It rains hard in Brazil every year in January, so there’s nothing unpredictable about
what went on last week. For the most part, they’re typical tropical storms: clouds move in
quickly, there’s a heavy downpour that lasts anywhere from a few minutes to an hour or so,
often followed by clear skies as the front moves on. Very hot, humid days, usually
indicate there will be a storm by late afternoon. Normal stuff for anyone who’s been in
the tropics.

This annual summer routine, well-known to Brazilians, apparently isn’t obvious enough
to convince officials to produce anything resembling an adequate level of readiness. On
the contrary, along with the certainty that it will rain, the other certainties are that
floods will follow, and there will be excuses.
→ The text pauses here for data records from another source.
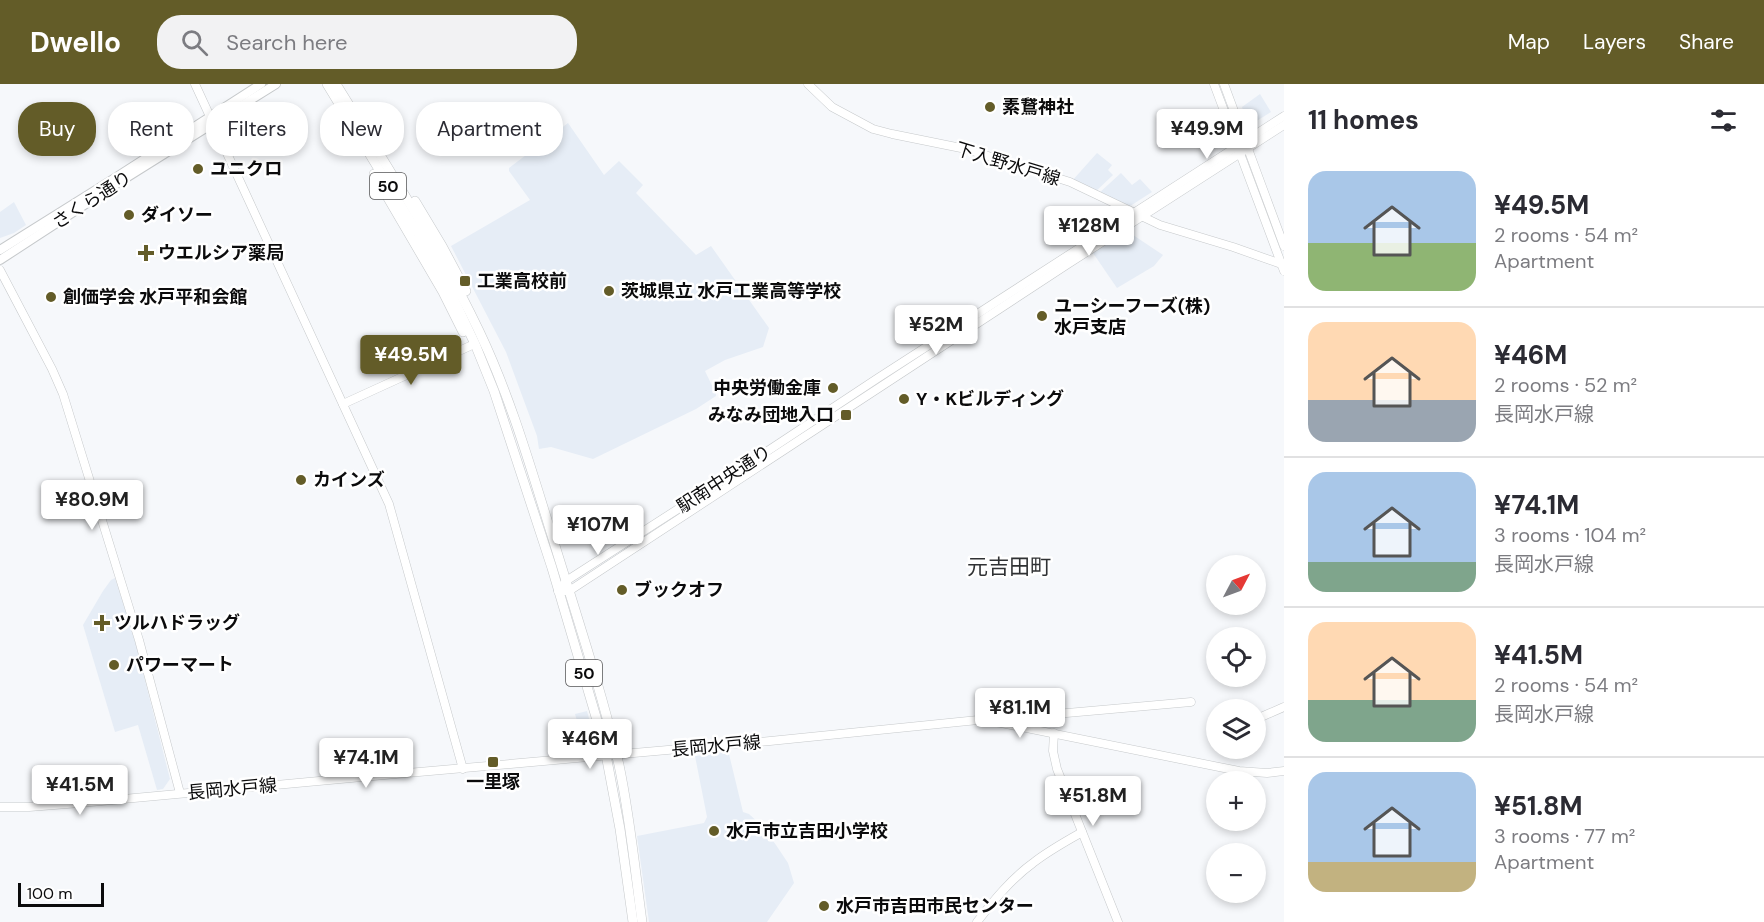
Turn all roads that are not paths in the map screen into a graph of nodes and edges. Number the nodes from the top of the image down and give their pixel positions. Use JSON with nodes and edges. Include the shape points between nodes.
{"nodes":[{"id":1,"x":195,"y":84,"type":"edge"},
{"id":2,"x":261,"y":84,"type":"edge"},
{"id":3,"x":276,"y":84,"type":"edge"},
{"id":4,"x":321,"y":84,"type":"edge"},
{"id":5,"x":327,"y":84,"type":"edge"},
{"id":6,"x":336,"y":84,"type":"edge"},
{"id":7,"x":343,"y":84,"type":"edge"},
{"id":8,"x":808,"y":84,"type":"edge"},
{"id":9,"x":1214,"y":84,"type":"edge"},
{"id":10,"x":1224,"y":84,"type":"edge"},
{"id":11,"x":236,"y":102,"type":"edge"},
{"id":12,"x":244,"y":102,"type":"edge"},
{"id":13,"x":206,"y":109,"type":"edge"},
{"id":14,"x":1284,"y":116,"type":"edge"},
{"id":15,"x":206,"y":123,"type":"edge"},
{"id":16,"x":206,"y":123,"type":"edge"},
{"id":17,"x":1284,"y":125,"type":"edge"},
{"id":18,"x":1243,"y":147,"type":"junction"},
{"id":19,"x":228,"y":156,"type":"edge"},
{"id":20,"x":1134,"y":212,"type":"junction"},
{"id":21,"x":1143,"y":217,"type":"junction"},
{"id":22,"x":1284,"y":246,"type":"edge"},
{"id":23,"x":0,"y":250,"type":"edge"},
{"id":24,"x":0,"y":260,"type":"edge"},
{"id":25,"x":1283,"y":267,"type":"edge"},
{"id":26,"x":0,"y":270,"type":"edge"},
{"id":27,"x":452,"y":287,"type":"junction"},
{"id":28,"x":470,"y":346,"type":"junction"},
{"id":29,"x":343,"y":404,"type":"junction"},
{"id":30,"x":512,"y":413,"type":"junction"},
{"id":31,"x":505,"y":421,"type":"junction"},
{"id":32,"x":566,"y":581,"type":"junction"},
{"id":33,"x":558,"y":591,"type":"junction"},
{"id":34,"x":569,"y":591,"type":"junction"},
{"id":35,"x":1191,"y":702,"type":"dead end"},
{"id":36,"x":1284,"y":707,"type":"edge"},
{"id":37,"x":1266,"y":715,"type":"edge"},
{"id":38,"x":991,"y":721,"type":"junction"},
{"id":39,"x":1054,"y":733,"type":"junction"},
{"id":40,"x":612,"y":755,"type":"junction"},
{"id":41,"x":463,"y":769,"type":"junction"},
{"id":42,"x":1284,"y":771,"type":"edge"},
{"id":43,"x":180,"y":793,"type":"junction"},
{"id":44,"x":0,"y":807,"type":"edge"},
{"id":45,"x":1082,"y":832,"type":"junction"},
{"id":46,"x":633,"y":922,"type":"edge"},
{"id":47,"x":642,"y":922,"type":"edge"},
{"id":48,"x":978,"y":922,"type":"edge"},
{"id":49,"x":1118,"y":922,"type":"edge"}],
"edges":[{"from":1,"to":13,"type":"street"},
{"from":2,"to":11,"type":"main road","name":"さくら通り"},
{"from":3,"to":12,"type":"main road","name":"さくら通り"},
{"from":4,"to":28,"type":"highway","via":[[443,292]]},
{"from":5,"to":27,"type":"highway","number":"50"},
{"from":6,"to":27,"type":"highway","number":"50","via":[[427,234]]},
{"from":7,"to":30,"type":"highway","via":[[459,277],[498,361]]},
{"from":8,"to":20,"type":"street","name":"下入野水戸線","via":[[832,107],[873,129],[966,149],[1070,182]]},
{"from":9,"to":18,"type":"street","name":"下入野水戸線"},
{"from":10,"to":18,"type":"street","name":"下入野水戸線"},
{"from":14,"to":18,"type":"street","name":"駅南中央通り"},
{"from":15,"to":23,"type":"main road","name":"さくら通り"},
{"from":16,"to":24,"type":"main road","name":"さくら通り"},
{"from":17,"to":18,"type":"street","name":"駅南中央通り"},
{"from":18,"to":20,"type":"street","name":"駅南中央通り"},
{"from":18,"to":21,"type":"street","name":"駅南中央通り"},
{"from":18,"to":22,"type":"street","name":"下入野水戸線"},
{"from":18,"to":25,"type":"street","name":"下入野水戸線"},
{"from":19,"to":29,"type":"street"},
{"from":20,"to":21,"type":"street","name":"下入野水戸線"},
{"from":20,"to":32,"type":"street","name":"駅南中央通り"},
{"from":21,"to":25,"type":"street","name":"下入野水戸線"},
{"from":21,"to":34,"type":"street","name":"駅南中央通り"},
{"from":26,"to":43,"type":"street","via":[[63,394],[137,632]]},
{"from":27,"to":30,"type":"highway","number":"50","via":[[480,334]]},
{"from":27,"to":31,"type":"highway","number":"50"},
{"from":28,"to":29,"type":"street"},
{"from":28,"to":31,"type":"highway"},
{"from":29,"to":41,"type":"street","via":[[389,504]]},
{"from":30,"to":32,"type":"highway","number":"50"},
{"from":31,"to":33,"type":"highway","number":"50"},
{"from":32,"to":33,"type":"street","name":"駅南中央通り"},
{"from":32,"to":34,"type":"highway","number":"50"},
{"from":33,"to":34,"type":"street"},
{"from":33,"to":40,"type":"highway","number":"50"},
{"from":34,"to":40,"type":"highway","number":"50"},
{"from":35,"to":38,"type":"street"},
{"from":36,"to":37,"type":"street"},
{"from":38,"to":39,"type":"street","name":"長岡水戸線"},
{"from":38,"to":40,"type":"street","name":"長岡水戸線"},
{"from":39,"to":42,"type":"street","name":"長岡水戸線","via":[[1239,771]]},
{"from":39,"to":45,"type":"street","via":[[1054,759]]},
{"from":40,"to":41,"type":"street","name":"長岡水戸線"},
{"from":40,"to":46,"type":"highway","number":"50"},
{"from":40,"to":47,"type":"highway","number":"50","via":[[629,825]]},
{"from":41,"to":43,"type":"street","name":"長岡水戸線"},
{"from":43,"to":44,"type":"street","name":"長岡水戸線","via":[[39,807]]},
{"from":45,"to":48,"type":"street","via":[[1022,871]]},
{"from":45,"to":49,"type":"street"}]}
The routine includes government officials insisting they’ve spent millions on flood
control projects, which didn’t work because it just rained too hard. At that point, a
weather expert is summoned, to provide data showing that a week’s worth of rain came down
within an hour or two. The conclusion, then, is that nothing could have prevented what
happened…

Trouble is, occasional very heavy downpours are also not unusual year after year, so
the fact one happens should certainly not come as a surprise, nor be used as an
explanation. If chances are good that heavy rains will come, that’s what administrators
must prepare for. Instead, successive governments at all levels deal with the consequences
and not the causes. Or work to accommodate the status quo, but seldom to change it.
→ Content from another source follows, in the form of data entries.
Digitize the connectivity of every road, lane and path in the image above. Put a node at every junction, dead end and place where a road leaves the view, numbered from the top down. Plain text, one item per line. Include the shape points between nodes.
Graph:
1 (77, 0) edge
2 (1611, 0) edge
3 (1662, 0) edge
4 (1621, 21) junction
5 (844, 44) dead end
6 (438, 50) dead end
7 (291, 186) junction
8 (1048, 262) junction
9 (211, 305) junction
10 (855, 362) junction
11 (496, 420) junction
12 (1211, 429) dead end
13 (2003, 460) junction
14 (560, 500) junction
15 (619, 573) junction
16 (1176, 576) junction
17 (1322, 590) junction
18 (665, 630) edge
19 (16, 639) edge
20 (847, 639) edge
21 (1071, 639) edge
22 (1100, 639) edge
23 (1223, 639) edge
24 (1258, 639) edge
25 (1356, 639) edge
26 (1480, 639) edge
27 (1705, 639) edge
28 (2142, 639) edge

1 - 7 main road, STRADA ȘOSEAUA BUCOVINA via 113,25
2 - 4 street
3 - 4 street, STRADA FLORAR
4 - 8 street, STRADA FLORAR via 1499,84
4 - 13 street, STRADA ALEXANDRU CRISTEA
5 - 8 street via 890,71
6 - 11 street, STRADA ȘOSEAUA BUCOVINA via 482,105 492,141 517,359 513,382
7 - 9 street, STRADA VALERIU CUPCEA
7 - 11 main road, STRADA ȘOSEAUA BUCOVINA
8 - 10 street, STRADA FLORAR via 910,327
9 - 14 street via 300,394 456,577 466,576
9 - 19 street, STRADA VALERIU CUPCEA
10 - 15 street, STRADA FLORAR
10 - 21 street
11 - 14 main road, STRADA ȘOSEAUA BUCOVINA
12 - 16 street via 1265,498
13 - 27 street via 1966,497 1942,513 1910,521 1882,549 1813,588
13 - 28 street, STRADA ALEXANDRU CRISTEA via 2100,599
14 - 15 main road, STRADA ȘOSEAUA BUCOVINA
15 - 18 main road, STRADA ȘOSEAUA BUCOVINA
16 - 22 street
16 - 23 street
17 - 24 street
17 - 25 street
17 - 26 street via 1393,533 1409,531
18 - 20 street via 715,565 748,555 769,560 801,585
How hard it rains matters less than other elements that are key to explain flooding
somewhere in southern Brazil just about every year. It doesn’t require an urban
development degree to notice, for example, that there are serious problems with the way
urban areas in Brazil are put together. And this country’s largest metropolitan area and
one of the world’s largest cities—São Paulo—is a perfect example.

Three major rivers fed by smaller streams and creeks cut the city, and all have
construction or roads right up to their margins. In other words, their flood plains are
fully and densely occupied, which is tantamount to asking to be under water. Sure enough,
the same neighborhoods and stretches of riverside freeway are affected every year when the
rainy season arrives. Why are these areas occupied, in an obvious defiance of common
sense? Because as recent municipal corruption episodes in São Paulo have made abundantly
clear, developers and individuals have done just about anything they wanted in this city
over the years, provided there was a big enough payoff to a city official.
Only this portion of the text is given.